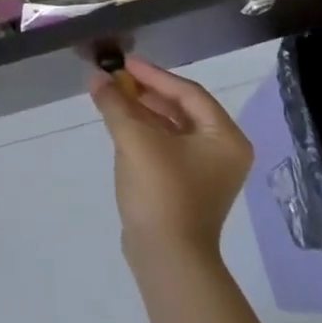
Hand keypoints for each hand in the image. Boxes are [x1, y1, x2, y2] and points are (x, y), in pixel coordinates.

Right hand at [89, 58, 251, 256]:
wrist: (167, 259)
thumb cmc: (161, 192)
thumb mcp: (135, 140)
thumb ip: (115, 104)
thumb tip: (96, 76)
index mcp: (225, 138)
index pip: (188, 93)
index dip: (154, 75)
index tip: (124, 64)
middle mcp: (224, 151)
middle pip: (182, 109)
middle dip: (146, 92)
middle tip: (116, 79)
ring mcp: (207, 172)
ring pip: (172, 128)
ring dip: (143, 112)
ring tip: (113, 98)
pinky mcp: (188, 187)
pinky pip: (167, 147)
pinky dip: (145, 133)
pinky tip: (121, 125)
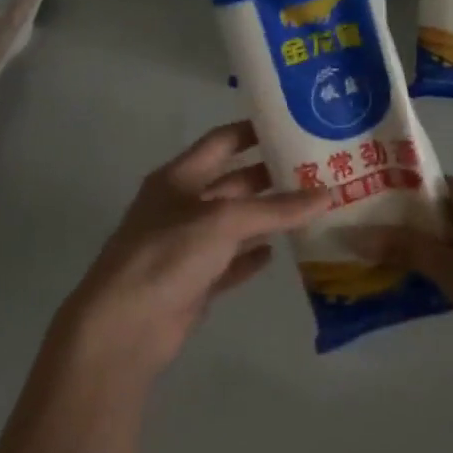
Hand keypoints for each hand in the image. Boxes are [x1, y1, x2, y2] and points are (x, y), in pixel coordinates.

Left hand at [61, 121, 329, 375]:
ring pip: (235, 224)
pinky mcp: (194, 282)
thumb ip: (276, 208)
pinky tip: (278, 253)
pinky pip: (230, 262)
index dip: (253, 131)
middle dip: (271, 176)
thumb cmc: (168, 256)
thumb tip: (328, 194)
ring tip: (312, 209)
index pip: (221, 142)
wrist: (124, 328)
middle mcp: (182, 206)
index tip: (292, 124)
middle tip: (317, 171)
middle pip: (233, 182)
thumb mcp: (224, 221)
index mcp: (179, 178)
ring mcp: (187, 246)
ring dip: (268, 217)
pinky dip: (252, 257)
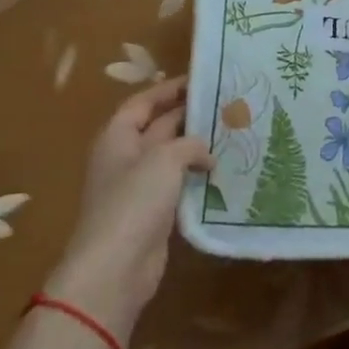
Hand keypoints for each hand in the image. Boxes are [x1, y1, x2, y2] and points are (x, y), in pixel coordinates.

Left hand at [44, 77, 212, 343]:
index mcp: (117, 138)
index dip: (168, 90)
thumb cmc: (133, 203)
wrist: (115, 268)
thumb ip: (189, 144)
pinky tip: (224, 171)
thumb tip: (205, 153)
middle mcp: (126, 158)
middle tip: (228, 105)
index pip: (142, 103)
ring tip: (233, 133)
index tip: (201, 79)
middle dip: (189, 116)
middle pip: (158, 127)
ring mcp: (139, 187)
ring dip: (197, 147)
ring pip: (172, 157)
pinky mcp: (154, 213)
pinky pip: (179, 184)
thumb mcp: (164, 160)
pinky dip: (198, 176)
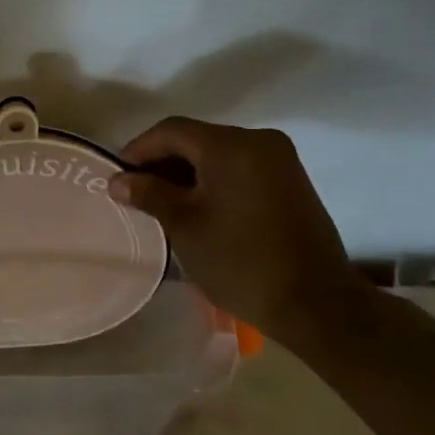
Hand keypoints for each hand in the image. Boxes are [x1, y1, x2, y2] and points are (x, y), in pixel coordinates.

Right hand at [108, 118, 367, 345]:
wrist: (317, 304)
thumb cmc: (241, 261)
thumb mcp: (185, 226)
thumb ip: (149, 194)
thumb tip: (118, 181)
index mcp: (231, 145)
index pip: (172, 130)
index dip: (139, 149)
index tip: (117, 176)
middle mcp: (259, 141)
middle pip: (196, 139)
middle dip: (163, 161)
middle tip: (137, 191)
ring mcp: (280, 160)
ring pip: (219, 154)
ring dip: (188, 172)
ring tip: (164, 202)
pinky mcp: (291, 181)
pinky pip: (240, 167)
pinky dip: (214, 180)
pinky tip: (199, 206)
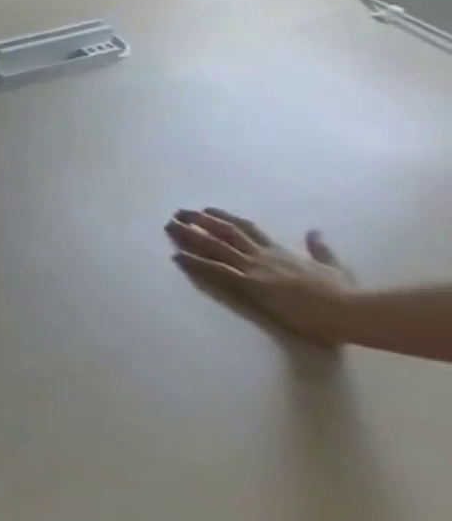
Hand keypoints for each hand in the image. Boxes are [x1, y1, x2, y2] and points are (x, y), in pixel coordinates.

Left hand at [165, 208, 357, 342]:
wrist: (352, 311)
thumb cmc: (346, 294)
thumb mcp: (335, 267)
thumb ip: (321, 249)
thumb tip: (315, 231)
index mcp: (281, 252)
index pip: (248, 229)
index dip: (224, 218)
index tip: (207, 209)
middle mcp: (263, 256)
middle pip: (225, 232)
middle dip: (199, 221)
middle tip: (177, 212)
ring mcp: (256, 269)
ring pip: (215, 246)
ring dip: (189, 236)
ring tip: (168, 226)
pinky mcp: (251, 284)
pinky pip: (217, 270)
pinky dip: (195, 262)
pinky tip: (175, 255)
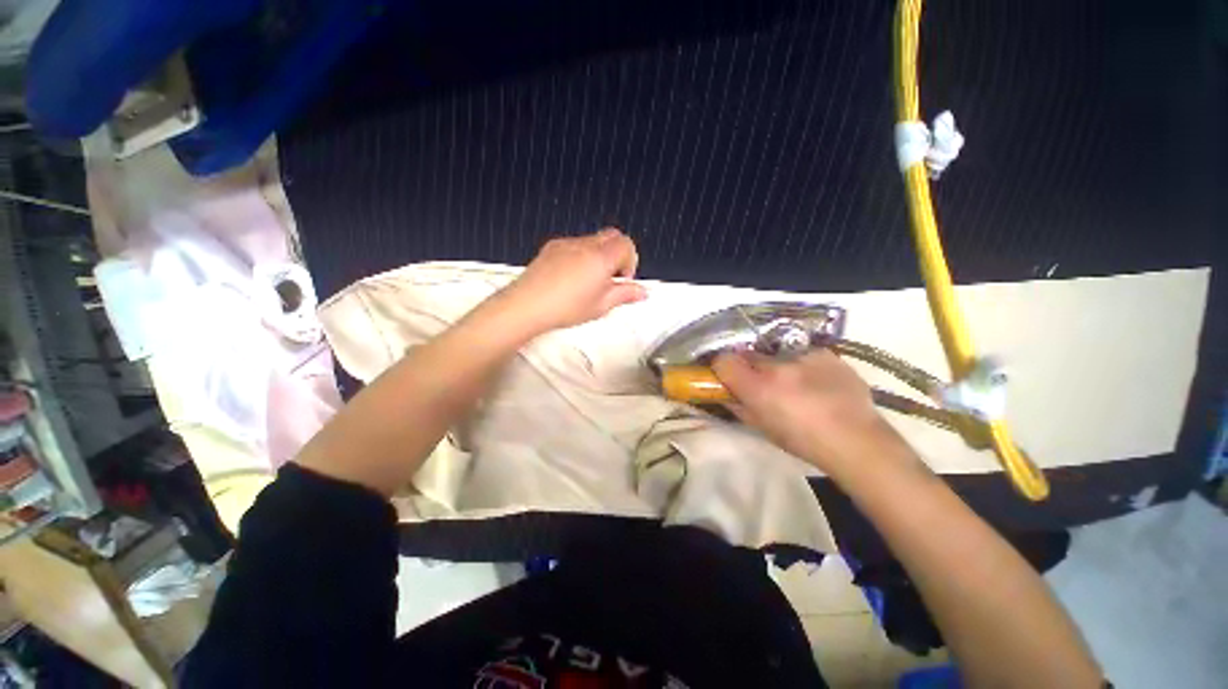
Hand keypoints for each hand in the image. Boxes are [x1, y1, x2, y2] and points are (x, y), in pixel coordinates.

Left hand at [499, 228, 647, 333]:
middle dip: (618, 254)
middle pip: (612, 236)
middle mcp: (585, 245)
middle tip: (611, 278)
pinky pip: (575, 244)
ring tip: (590, 281)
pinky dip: (582, 255)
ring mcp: (567, 243)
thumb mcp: (601, 306)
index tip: (622, 280)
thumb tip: (641, 292)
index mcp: (601, 258)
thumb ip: (624, 295)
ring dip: (599, 255)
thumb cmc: (565, 308)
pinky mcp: (552, 247)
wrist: (527, 305)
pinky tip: (572, 277)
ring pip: (593, 239)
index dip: (630, 261)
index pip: (626, 245)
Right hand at [712, 349, 908, 471]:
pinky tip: (815, 381)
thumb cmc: (803, 443)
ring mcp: (803, 356)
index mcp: (759, 388)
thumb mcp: (762, 428)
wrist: (859, 442)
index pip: (723, 361)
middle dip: (749, 367)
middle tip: (760, 383)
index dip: (721, 368)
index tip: (726, 376)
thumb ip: (738, 407)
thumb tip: (725, 394)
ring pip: (775, 353)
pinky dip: (801, 364)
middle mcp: (777, 366)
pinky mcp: (825, 353)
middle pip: (748, 354)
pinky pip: (802, 353)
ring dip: (776, 365)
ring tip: (793, 383)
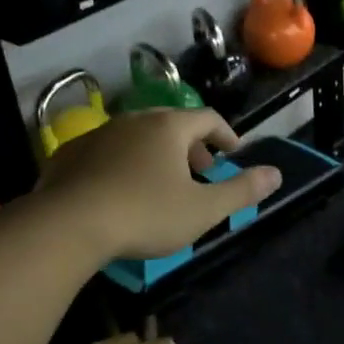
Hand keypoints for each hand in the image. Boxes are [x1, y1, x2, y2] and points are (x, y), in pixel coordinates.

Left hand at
------------------------------------------------------------------------
## EXERCISE PROMPT
What lines in the listing above hold the string "Left"? List them.

## TASK ANSWER
Left hand at [61, 121, 329, 375]:
Left hand at [44, 77, 212, 343]:
Left hand at [165, 208, 357, 342]:
Left hand at [499, 228, 647, 333]:
Left hand at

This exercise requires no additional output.